The gangs often work towards two related, but distinct, objectives. "Often, these criminal groups operate as proxies whose attacks serve two purposes. The first is financial gain and the second is to instill fear and create uncertainty. Clearly, current strategies are insufficient to defend against this threat. If we want to break this near-constant ransomware attack cycle, we must take a different approach. Healthcare organizations continue to be a top target for ransomware attacks, not just because the nature of their operations increases the likelihood of a quick payout, but also because attacks like this terrify the public."

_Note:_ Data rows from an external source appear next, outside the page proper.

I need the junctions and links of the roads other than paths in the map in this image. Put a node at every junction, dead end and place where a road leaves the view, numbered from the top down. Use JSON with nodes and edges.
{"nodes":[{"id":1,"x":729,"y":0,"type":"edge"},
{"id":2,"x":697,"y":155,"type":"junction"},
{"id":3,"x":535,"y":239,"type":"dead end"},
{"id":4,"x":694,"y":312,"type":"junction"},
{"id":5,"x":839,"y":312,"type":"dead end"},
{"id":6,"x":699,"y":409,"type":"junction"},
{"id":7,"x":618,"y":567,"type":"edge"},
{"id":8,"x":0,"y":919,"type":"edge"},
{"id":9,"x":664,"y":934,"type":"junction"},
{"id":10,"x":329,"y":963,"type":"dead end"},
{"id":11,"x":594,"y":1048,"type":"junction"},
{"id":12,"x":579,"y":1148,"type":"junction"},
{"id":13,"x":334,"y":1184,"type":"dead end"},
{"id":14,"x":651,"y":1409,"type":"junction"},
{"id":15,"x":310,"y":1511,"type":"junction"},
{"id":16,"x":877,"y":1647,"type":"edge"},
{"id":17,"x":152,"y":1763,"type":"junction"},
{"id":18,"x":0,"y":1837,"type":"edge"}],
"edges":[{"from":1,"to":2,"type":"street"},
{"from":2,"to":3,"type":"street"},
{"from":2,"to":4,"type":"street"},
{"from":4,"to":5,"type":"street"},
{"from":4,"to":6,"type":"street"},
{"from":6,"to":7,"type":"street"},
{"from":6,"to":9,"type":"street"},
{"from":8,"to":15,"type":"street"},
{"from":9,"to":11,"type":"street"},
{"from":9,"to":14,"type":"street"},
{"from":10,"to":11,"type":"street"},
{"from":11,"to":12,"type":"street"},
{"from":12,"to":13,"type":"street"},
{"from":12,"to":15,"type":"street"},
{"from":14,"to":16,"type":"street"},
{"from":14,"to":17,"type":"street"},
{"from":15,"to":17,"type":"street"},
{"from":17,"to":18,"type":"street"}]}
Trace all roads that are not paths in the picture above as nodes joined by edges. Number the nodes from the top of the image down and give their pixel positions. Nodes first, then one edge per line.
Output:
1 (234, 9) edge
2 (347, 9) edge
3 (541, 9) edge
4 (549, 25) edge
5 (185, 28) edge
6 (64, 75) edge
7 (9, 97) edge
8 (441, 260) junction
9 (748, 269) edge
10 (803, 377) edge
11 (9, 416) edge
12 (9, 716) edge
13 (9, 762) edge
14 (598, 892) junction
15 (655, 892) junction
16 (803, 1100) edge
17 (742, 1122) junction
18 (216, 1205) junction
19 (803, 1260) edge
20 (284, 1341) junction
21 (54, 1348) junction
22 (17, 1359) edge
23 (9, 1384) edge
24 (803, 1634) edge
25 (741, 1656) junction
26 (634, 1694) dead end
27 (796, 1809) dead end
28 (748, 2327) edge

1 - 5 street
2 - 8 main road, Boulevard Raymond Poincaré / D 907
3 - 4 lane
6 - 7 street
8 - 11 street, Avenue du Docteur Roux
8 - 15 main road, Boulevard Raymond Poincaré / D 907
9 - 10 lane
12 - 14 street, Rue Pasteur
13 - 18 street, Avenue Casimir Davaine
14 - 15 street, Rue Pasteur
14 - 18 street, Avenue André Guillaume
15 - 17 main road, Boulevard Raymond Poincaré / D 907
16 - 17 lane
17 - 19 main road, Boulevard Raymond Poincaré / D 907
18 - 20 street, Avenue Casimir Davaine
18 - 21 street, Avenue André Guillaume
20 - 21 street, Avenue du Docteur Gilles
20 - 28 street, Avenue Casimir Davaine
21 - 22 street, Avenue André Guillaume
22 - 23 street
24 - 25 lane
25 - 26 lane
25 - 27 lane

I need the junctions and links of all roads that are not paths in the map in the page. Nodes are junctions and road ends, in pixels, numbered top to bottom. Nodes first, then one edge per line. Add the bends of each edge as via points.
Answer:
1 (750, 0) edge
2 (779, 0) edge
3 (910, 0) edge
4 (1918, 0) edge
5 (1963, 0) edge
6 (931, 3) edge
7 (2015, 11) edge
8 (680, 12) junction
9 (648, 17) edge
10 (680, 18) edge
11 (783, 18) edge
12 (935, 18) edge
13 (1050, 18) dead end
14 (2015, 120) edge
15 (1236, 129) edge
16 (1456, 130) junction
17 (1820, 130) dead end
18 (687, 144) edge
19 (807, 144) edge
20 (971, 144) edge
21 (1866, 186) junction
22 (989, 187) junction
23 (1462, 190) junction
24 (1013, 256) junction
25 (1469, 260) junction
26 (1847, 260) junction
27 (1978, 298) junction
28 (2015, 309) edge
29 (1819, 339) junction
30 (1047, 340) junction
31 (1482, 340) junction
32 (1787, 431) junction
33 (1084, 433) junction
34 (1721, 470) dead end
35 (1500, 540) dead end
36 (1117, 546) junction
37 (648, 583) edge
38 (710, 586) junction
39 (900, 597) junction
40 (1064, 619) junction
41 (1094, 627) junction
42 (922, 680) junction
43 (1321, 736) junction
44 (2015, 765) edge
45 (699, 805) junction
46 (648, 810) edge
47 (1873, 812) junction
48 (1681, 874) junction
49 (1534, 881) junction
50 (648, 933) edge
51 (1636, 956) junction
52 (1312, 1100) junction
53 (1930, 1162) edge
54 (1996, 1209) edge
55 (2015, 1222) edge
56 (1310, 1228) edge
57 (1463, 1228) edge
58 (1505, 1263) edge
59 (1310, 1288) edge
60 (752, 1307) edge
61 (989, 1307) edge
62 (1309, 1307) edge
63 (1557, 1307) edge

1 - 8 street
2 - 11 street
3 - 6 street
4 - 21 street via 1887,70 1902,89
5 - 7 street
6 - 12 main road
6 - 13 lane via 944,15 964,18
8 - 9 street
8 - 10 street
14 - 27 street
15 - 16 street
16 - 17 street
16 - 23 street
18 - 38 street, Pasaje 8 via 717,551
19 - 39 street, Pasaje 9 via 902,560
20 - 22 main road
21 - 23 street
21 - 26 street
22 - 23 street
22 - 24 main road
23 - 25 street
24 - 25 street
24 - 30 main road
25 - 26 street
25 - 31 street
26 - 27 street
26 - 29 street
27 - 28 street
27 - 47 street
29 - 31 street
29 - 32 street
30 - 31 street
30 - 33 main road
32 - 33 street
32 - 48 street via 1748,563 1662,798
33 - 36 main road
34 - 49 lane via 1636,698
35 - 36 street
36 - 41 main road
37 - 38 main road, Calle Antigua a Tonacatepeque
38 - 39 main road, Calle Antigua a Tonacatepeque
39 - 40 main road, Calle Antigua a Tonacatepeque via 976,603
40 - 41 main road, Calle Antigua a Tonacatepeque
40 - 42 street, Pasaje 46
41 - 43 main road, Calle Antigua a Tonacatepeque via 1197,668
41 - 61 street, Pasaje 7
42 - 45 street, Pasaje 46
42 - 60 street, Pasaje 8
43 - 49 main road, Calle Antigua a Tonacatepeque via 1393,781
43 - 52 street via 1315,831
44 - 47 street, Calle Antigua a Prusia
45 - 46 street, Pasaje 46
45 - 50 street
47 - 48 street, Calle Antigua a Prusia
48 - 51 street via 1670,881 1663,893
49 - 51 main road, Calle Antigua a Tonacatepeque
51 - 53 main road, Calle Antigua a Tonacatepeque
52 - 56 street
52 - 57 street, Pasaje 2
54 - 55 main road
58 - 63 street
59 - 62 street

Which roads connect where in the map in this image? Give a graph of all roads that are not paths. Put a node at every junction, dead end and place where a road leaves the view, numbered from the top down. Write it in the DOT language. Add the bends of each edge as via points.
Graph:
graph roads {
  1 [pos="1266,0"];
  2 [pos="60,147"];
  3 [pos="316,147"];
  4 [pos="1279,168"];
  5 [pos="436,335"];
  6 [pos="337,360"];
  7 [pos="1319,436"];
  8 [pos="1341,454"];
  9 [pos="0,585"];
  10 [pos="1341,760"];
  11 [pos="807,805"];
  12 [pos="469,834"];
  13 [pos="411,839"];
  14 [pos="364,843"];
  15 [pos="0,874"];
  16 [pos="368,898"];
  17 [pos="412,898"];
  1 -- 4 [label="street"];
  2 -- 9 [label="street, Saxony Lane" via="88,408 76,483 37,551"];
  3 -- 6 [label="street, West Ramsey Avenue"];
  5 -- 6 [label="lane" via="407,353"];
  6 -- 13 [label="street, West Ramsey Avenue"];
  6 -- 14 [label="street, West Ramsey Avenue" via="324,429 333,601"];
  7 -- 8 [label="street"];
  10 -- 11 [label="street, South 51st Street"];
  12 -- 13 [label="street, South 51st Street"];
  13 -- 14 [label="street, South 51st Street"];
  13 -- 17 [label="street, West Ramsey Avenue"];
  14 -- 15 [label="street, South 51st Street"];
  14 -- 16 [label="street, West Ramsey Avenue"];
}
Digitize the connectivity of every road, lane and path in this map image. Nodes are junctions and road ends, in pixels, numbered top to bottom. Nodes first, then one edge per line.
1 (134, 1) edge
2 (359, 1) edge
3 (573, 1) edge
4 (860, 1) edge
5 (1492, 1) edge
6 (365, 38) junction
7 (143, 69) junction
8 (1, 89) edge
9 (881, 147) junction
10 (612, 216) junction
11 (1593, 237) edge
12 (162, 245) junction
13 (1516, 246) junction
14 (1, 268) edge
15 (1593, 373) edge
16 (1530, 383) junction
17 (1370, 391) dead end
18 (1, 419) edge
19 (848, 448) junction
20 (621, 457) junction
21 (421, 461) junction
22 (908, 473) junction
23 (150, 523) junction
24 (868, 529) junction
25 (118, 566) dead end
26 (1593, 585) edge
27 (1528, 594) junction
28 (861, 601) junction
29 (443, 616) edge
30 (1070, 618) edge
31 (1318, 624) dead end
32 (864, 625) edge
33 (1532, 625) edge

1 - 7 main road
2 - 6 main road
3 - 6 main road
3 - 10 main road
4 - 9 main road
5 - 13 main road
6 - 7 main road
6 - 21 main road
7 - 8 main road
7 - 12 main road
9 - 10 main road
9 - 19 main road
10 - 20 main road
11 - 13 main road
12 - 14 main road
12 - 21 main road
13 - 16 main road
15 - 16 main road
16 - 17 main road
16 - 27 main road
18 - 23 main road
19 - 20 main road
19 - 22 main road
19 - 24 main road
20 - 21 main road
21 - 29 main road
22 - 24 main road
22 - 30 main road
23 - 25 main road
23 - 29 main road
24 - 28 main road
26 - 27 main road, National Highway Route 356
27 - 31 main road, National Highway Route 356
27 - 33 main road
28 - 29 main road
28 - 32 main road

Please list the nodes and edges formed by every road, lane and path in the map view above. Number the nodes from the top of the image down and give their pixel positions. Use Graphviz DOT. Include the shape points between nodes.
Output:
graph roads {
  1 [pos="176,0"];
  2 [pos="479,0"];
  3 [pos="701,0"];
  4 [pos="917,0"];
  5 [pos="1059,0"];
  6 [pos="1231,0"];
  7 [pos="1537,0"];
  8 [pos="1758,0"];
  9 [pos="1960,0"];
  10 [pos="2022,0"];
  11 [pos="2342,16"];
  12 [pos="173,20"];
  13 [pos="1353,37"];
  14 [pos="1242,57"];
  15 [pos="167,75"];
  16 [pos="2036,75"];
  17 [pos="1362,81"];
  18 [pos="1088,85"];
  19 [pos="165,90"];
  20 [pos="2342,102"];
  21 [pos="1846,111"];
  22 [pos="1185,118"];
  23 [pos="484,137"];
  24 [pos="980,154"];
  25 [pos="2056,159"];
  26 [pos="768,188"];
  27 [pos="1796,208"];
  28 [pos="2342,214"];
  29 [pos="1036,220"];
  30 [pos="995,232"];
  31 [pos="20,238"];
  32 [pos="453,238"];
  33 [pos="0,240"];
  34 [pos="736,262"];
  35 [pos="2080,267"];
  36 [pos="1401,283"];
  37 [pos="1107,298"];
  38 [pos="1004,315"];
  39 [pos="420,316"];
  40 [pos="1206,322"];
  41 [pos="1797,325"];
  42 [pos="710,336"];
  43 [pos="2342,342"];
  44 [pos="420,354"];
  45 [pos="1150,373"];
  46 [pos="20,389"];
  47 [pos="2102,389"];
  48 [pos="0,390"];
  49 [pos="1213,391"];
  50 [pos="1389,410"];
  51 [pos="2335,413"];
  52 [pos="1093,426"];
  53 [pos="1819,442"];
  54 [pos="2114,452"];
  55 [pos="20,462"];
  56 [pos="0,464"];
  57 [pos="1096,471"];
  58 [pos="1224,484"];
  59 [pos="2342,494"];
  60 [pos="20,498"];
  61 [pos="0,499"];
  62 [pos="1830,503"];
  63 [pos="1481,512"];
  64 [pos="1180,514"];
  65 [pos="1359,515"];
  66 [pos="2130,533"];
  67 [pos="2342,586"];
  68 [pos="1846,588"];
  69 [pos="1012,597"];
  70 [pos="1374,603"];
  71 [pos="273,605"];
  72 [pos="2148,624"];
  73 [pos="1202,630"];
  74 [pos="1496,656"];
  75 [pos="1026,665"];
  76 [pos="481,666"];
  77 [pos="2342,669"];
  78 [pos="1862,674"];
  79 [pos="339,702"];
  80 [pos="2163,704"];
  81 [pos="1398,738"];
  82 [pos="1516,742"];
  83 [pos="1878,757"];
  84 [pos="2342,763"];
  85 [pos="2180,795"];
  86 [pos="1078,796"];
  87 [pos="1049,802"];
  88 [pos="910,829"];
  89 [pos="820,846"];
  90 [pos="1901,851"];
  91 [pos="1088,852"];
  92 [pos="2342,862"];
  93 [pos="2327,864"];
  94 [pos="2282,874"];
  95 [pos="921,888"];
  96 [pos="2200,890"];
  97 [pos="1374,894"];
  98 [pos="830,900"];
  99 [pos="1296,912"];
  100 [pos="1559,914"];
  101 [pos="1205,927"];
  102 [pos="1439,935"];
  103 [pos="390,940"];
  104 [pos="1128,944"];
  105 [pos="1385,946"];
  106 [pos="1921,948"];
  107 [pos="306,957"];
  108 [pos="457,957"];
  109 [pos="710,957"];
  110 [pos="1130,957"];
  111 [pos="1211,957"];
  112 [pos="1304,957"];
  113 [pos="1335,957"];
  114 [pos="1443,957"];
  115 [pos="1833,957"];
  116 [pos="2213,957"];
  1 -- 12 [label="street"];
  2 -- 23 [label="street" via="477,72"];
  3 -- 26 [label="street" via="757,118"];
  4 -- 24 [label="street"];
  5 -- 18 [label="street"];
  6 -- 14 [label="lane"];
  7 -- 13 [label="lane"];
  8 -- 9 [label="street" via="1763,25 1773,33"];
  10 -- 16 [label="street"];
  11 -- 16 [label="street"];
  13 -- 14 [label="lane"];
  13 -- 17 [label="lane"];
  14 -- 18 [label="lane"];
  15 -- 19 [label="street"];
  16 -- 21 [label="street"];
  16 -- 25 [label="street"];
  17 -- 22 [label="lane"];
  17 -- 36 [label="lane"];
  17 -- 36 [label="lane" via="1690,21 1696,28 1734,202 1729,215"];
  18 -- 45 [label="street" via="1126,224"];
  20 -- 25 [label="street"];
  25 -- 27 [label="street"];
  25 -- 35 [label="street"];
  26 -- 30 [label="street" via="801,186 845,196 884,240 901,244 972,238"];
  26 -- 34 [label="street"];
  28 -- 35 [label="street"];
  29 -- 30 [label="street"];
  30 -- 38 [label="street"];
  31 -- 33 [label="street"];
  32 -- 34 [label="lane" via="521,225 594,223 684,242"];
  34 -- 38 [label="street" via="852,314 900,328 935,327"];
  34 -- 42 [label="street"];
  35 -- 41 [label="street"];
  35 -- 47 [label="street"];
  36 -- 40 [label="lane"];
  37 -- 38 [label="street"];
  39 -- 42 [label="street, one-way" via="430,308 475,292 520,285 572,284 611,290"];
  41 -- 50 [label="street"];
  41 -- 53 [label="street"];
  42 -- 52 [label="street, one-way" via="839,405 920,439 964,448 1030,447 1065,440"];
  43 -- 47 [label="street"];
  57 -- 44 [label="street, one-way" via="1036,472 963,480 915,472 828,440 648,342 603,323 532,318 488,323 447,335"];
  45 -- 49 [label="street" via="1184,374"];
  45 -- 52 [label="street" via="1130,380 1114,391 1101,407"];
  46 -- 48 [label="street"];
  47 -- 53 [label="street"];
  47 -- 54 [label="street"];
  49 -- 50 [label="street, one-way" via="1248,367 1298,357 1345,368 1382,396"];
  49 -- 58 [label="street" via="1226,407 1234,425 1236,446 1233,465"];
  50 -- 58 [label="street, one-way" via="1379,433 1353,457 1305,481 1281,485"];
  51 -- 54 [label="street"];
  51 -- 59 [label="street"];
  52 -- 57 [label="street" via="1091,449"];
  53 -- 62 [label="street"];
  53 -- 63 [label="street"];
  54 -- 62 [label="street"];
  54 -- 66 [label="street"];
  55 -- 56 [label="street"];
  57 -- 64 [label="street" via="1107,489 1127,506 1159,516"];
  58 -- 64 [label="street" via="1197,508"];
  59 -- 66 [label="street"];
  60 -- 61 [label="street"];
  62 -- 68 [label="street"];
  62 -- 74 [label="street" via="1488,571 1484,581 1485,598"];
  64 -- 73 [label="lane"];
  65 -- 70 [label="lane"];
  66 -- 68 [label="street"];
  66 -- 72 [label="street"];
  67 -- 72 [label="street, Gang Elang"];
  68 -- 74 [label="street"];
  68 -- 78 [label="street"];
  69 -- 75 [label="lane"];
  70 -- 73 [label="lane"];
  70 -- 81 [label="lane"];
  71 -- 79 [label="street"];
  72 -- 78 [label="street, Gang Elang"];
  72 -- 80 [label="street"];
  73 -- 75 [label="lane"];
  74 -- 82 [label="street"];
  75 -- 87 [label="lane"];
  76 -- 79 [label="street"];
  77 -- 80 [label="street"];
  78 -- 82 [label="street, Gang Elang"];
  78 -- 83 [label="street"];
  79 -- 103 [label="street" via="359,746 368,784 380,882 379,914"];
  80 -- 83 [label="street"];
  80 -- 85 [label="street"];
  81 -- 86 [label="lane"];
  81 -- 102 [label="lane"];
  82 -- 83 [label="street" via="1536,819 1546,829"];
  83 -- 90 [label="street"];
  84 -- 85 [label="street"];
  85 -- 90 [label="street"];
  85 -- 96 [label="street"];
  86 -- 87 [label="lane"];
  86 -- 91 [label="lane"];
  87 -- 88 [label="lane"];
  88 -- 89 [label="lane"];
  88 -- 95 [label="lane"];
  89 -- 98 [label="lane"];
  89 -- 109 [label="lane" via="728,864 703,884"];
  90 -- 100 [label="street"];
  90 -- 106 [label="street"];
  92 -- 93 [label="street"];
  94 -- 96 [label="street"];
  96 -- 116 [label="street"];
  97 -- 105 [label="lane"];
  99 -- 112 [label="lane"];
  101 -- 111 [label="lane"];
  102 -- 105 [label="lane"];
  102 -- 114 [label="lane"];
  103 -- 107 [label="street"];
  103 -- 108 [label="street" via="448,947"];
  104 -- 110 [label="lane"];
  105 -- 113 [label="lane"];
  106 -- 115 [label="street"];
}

The Barcelona attack should serve, Miller thinks, as a warning not just to healthcare, but to all critical infrastructure sectors. "Everything the staff and patients at the Hospital Clinic de Barcelona are currently experiencing highlights the dire need for healthcare and other critical infrastructure organizations to do everything they can to ensure daily operations continue regardless of ruthless attacks like this. Robust detection and prevention capabilities are necessary, but we know attacks can get through those defenses. Resilience from the endpoint to across the entirety of an organization's operations has never been more paramount than it is today in the face of this ransomware scourge." Disruption and suffering aren't, from the criminal's point-of-view, bugs. They're features.)